Records contained in a dataset

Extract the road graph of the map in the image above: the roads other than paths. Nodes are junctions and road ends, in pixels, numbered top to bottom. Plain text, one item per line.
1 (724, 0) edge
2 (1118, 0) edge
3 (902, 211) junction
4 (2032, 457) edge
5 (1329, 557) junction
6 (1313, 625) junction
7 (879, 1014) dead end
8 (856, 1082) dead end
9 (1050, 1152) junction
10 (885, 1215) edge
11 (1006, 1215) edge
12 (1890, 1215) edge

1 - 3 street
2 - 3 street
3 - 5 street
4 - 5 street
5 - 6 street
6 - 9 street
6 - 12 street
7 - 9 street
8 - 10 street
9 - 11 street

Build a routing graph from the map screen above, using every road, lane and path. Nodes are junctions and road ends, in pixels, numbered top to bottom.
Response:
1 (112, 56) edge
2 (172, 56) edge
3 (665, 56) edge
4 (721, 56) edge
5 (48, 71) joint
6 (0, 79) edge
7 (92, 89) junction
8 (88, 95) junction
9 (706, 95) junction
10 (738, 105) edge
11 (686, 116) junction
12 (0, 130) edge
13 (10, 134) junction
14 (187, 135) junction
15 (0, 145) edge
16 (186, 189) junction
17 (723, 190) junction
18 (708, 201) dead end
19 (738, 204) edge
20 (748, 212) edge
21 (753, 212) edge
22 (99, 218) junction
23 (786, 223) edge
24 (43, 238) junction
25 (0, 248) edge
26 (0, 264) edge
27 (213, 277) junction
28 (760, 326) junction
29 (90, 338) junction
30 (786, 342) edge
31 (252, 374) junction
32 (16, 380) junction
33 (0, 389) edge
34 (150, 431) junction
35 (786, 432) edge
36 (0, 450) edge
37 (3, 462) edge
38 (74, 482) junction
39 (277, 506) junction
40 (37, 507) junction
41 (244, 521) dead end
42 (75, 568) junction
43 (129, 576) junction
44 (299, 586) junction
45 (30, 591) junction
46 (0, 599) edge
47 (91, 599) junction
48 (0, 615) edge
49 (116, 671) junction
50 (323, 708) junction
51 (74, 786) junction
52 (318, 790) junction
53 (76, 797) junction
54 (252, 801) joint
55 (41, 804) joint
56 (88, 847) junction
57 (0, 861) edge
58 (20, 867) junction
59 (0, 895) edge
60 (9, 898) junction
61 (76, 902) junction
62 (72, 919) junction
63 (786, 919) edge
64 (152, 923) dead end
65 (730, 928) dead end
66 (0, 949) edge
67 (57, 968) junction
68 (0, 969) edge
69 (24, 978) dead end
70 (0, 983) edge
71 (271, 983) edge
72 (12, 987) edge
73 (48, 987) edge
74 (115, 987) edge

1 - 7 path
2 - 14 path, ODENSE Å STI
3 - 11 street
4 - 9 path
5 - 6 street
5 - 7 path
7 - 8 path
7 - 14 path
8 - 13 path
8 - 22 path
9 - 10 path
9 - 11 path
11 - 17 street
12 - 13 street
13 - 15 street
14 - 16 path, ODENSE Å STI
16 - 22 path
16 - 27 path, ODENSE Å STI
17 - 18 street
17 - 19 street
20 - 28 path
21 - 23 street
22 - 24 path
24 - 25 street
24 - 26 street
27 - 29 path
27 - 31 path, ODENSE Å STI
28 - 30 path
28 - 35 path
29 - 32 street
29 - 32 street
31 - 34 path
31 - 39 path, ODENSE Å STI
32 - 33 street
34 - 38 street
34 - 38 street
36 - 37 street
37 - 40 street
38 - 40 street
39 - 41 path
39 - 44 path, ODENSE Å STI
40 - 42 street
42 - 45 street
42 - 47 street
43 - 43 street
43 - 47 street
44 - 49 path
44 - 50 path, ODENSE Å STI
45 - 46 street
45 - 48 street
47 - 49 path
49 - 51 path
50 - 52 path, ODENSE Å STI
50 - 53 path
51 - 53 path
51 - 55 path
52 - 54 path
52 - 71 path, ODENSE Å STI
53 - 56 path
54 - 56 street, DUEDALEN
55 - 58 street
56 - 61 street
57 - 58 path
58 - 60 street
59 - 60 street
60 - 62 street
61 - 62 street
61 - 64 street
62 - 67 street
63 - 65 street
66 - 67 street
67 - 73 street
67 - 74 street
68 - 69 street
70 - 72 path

_What is needed_
I need each of the entries above printed again exactly.

_Answer box_
Extract the road graph of the map in the image above: the roads other than paths. Nodes are junctions and road ends, in pixels, numbered top to bottom. Plain text, one item per line.
1 (724, 0) edge
2 (1118, 0) edge
3 (902, 211) junction
4 (2032, 457) edge
5 (1329, 557) junction
6 (1313, 625) junction
7 (879, 1014) dead end
8 (856, 1082) dead end
9 (1050, 1152) junction
10 (885, 1215) edge
11 (1006, 1215) edge
12 (1890, 1215) edge

1 - 3 street
2 - 3 street
3 - 5 street
4 - 5 street
5 - 6 street
6 - 9 street
6 - 12 street
7 - 9 street
8 - 10 street
9 - 11 street

Build a routing graph from the map screen above, using every road, lane and path. Nodes are junctions and road ends, in pixels, numbered top to bottom.
Response:
1 (112, 56) edge
2 (172, 56) edge
3 (665, 56) edge
4 (721, 56) edge
5 (48, 71) joint
6 (0, 79) edge
7 (92, 89) junction
8 (88, 95) junction
9 (706, 95) junction
10 (738, 105) edge
11 (686, 116) junction
12 (0, 130) edge
13 (10, 134) junction
14 (187, 135) junction
15 (0, 145) edge
16 (186, 189) junction
17 (723, 190) junction
18 (708, 201) dead end
19 (738, 204) edge
20 (748, 212) edge
21 (753, 212) edge
22 (99, 218) junction
23 (786, 223) edge
24 (43, 238) junction
25 (0, 248) edge
26 (0, 264) edge
27 (213, 277) junction
28 (760, 326) junction
29 (90, 338) junction
30 (786, 342) edge
31 (252, 374) junction
32 (16, 380) junction
33 (0, 389) edge
34 (150, 431) junction
35 (786, 432) edge
36 (0, 450) edge
37 (3, 462) edge
38 (74, 482) junction
39 (277, 506) junction
40 (37, 507) junction
41 (244, 521) dead end
42 (75, 568) junction
43 (129, 576) junction
44 (299, 586) junction
45 (30, 591) junction
46 (0, 599) edge
47 (91, 599) junction
48 (0, 615) edge
49 (116, 671) junction
50 (323, 708) junction
51 (74, 786) junction
52 (318, 790) junction
53 (76, 797) junction
54 (252, 801) joint
55 (41, 804) joint
56 (88, 847) junction
57 (0, 861) edge
58 (20, 867) junction
59 (0, 895) edge
60 (9, 898) junction
61 (76, 902) junction
62 (72, 919) junction
63 (786, 919) edge
64 (152, 923) dead end
65 (730, 928) dead end
66 (0, 949) edge
67 (57, 968) junction
68 (0, 969) edge
69 (24, 978) dead end
70 (0, 983) edge
71 (271, 983) edge
72 (12, 987) edge
73 (48, 987) edge
74 (115, 987) edge

1 - 7 path
2 - 14 path, ODENSE Å STI
3 - 11 street
4 - 9 path
5 - 6 street
5 - 7 path
7 - 8 path
7 - 14 path
8 - 13 path
8 - 22 path
9 - 10 path
9 - 11 path
11 - 17 street
12 - 13 street
13 - 15 street
14 - 16 path, ODENSE Å STI
16 - 22 path
16 - 27 path, ODENSE Å STI
17 - 18 street
17 - 19 street
20 - 28 path
21 - 23 street
22 - 24 path
24 - 25 street
24 - 26 street
27 - 29 path
27 - 31 path, ODENSE Å STI
28 - 30 path
28 - 35 path
29 - 32 street
29 - 32 street
31 - 34 path
31 - 39 path, ODENSE Å STI
32 - 33 street
34 - 38 street
34 - 38 street
36 - 37 street
37 - 40 street
38 - 40 street
39 - 41 path
39 - 44 path, ODENSE Å STI
40 - 42 street
42 - 45 street
42 - 47 street
43 - 43 street
43 - 47 street
44 - 49 path
44 - 50 path, ODENSE Å STI
45 - 46 street
45 - 48 street
47 - 49 path
49 - 51 path
50 - 52 path, ODENSE Å STI
50 - 53 path
51 - 53 path
51 - 55 path
52 - 54 path
52 - 71 path, ODENSE Å STI
53 - 56 path
54 - 56 street, DUEDALEN
55 - 58 street
56 - 61 street
57 - 58 path
58 - 60 street
59 - 60 street
60 - 62 street
61 - 62 street
61 - 64 street
62 - 67 street
63 - 65 street
66 - 67 street
67 - 73 street
67 - 74 street
68 - 69 street
70 - 72 path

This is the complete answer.